### Study material
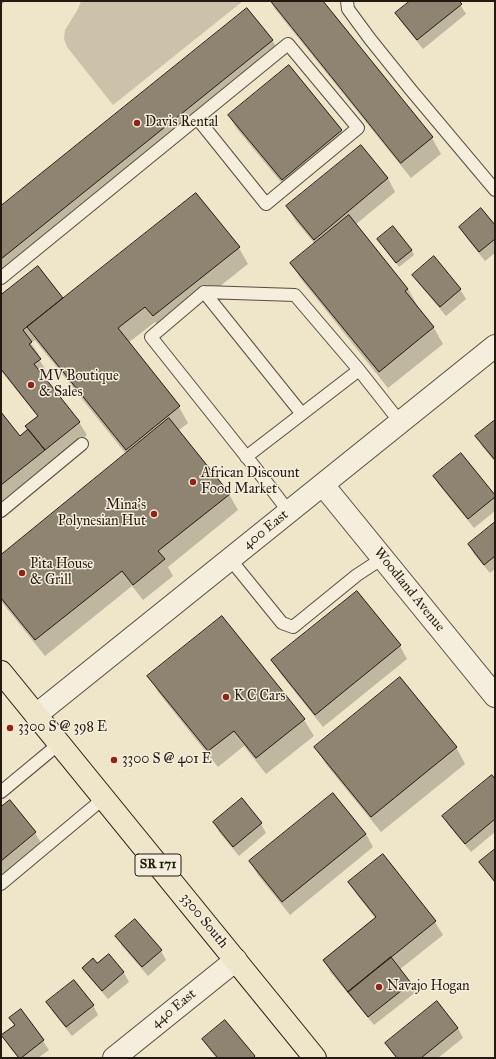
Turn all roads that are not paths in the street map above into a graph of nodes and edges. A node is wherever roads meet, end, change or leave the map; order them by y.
1 (347, 1) edge
2 (197, 118) junction
3 (495, 190) edge
4 (1, 278) edge
5 (204, 292) junction
6 (495, 346) edge
7 (360, 370) junction
8 (302, 414) junction
9 (400, 422) junction
10 (82, 444) dead end
11 (246, 457) junction
12 (323, 485) junction
13 (1, 511) edge
14 (289, 512) junction
15 (383, 558) junction
16 (230, 559) junction
17 (1, 672) edge
18 (495, 696) edge
19 (36, 714) junction
20 (60, 743) junction
21 (1, 792) edge
22 (104, 798) junction
23 (1, 884) edge
24 (236, 960) junction
25 (114, 1058) edge
26 (315, 1058) edge

1 - 3 lane
2 - 2 lane
2 - 4 lane
5 - 7 lane
5 - 8 lane
5 - 11 lane
6 - 9 street, 400 East
7 - 8 lane
7 - 9 lane
8 - 11 lane
9 - 12 street, 400 East
10 - 13 lane
11 - 14 lane
12 - 14 street, 400 East
12 - 15 street, Woodland Avenue
14 - 16 street, 400 East
15 - 16 lane
15 - 18 street, Woodland Avenue
16 - 19 street, 400 East
17 - 19 main road, 3300 South / SR 171
19 - 20 main road, 3300 South / SR 171
20 - 21 lane
20 - 22 main road, 3300 South / SR 171
22 - 23 lane
22 - 24 main road, 3300 South / SR 171
24 - 25 street, 440 East
24 - 26 main road, 3300 South / SR 171

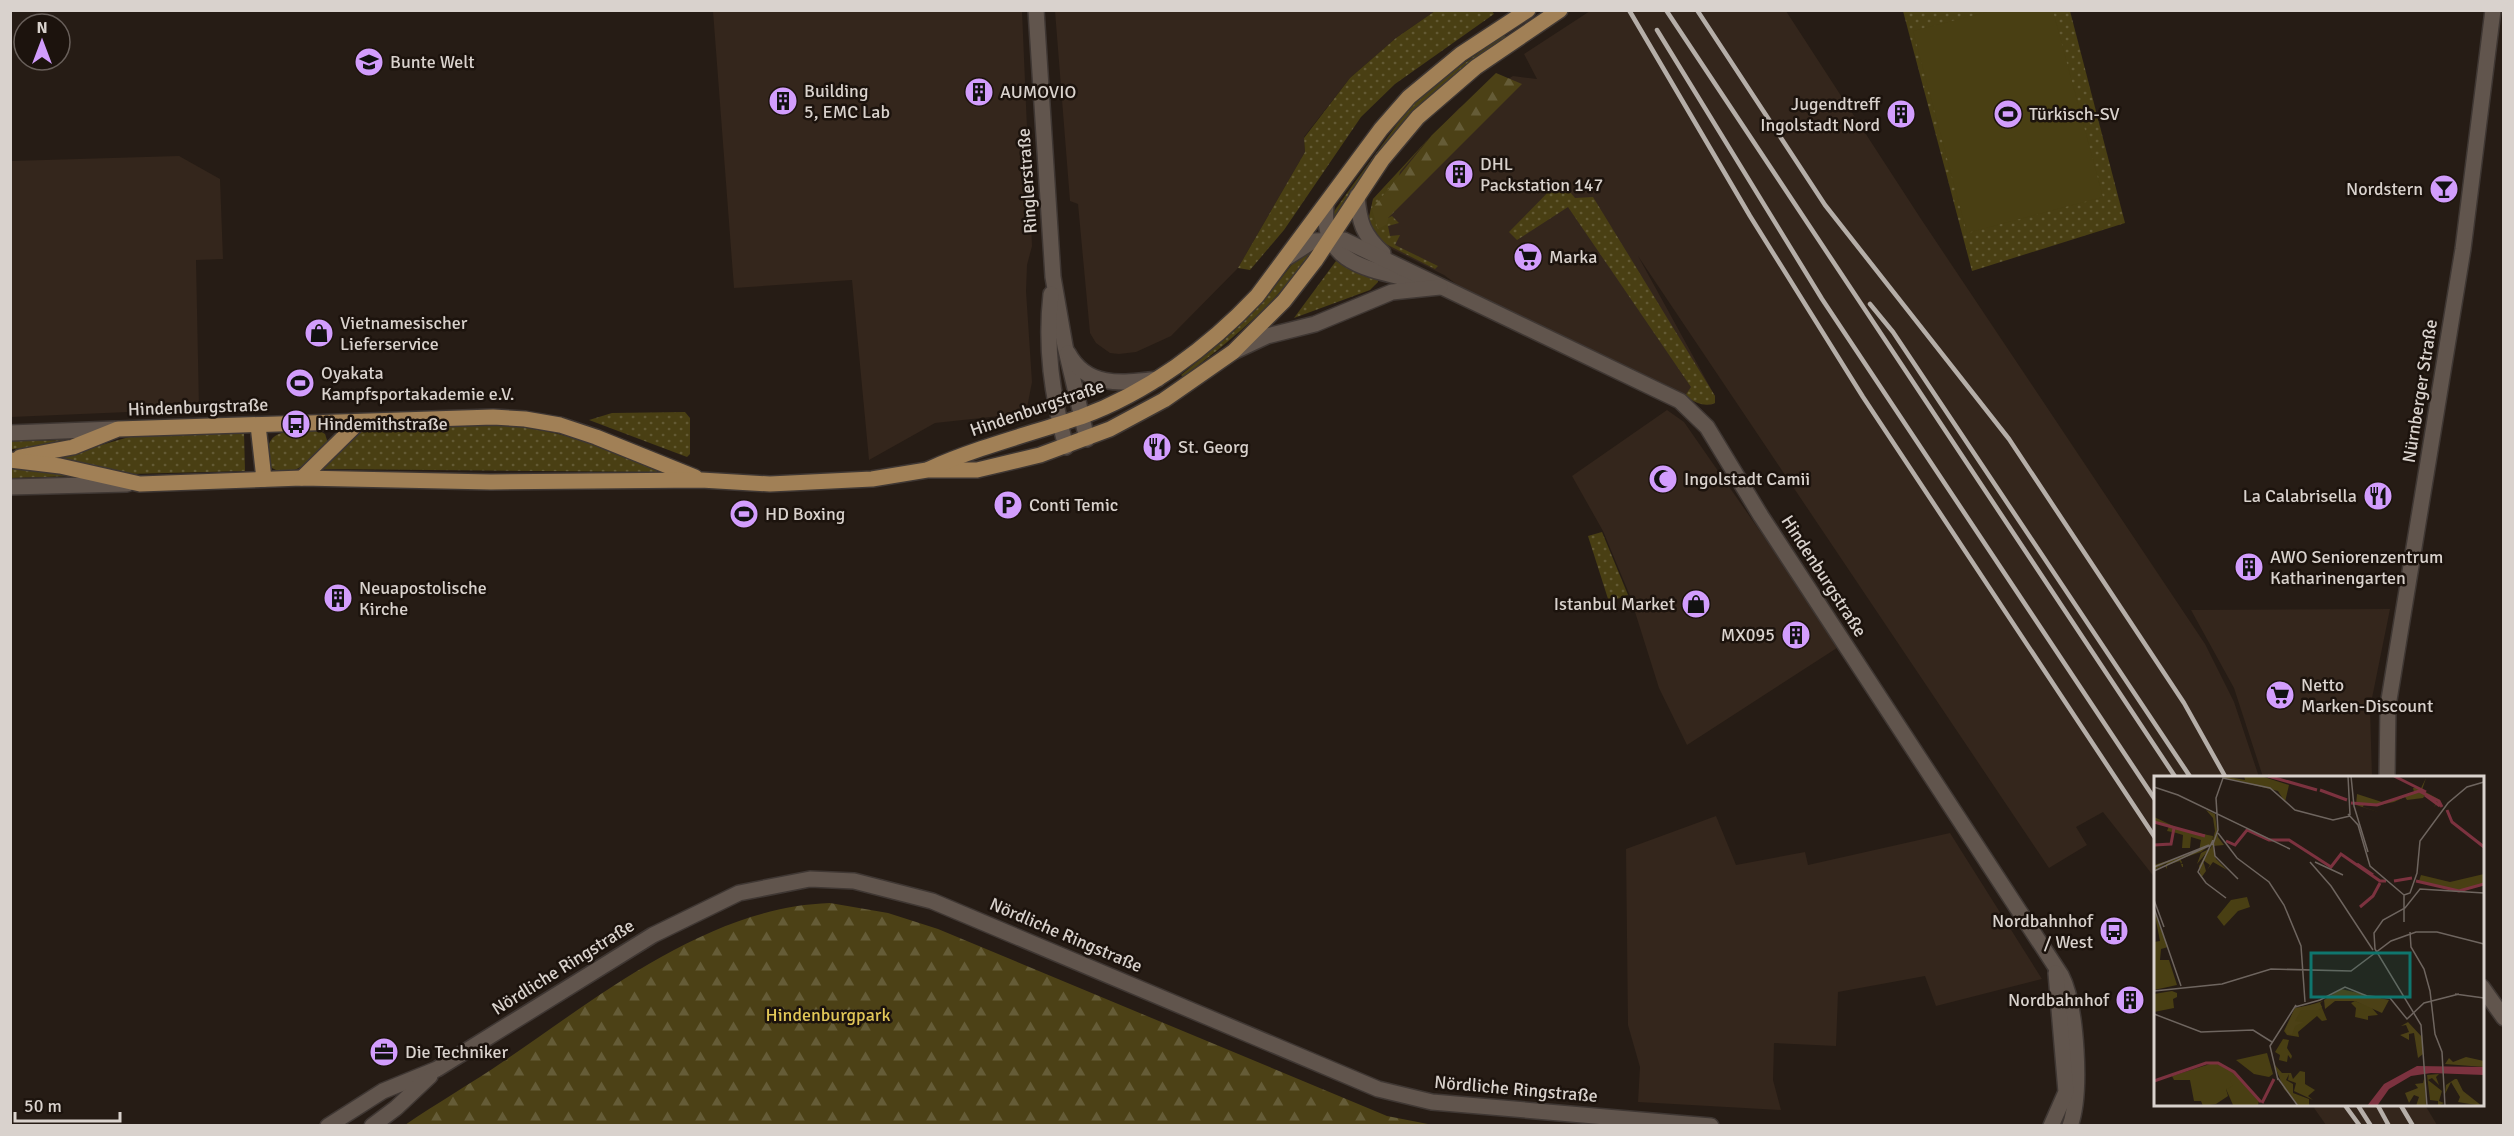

### What you should do
The word "Woodland" appears in some lines above. Return every one of those lines.

### Result for this task
12 - 15 street, Woodland Avenue
15 - 18 street, Woodland Avenue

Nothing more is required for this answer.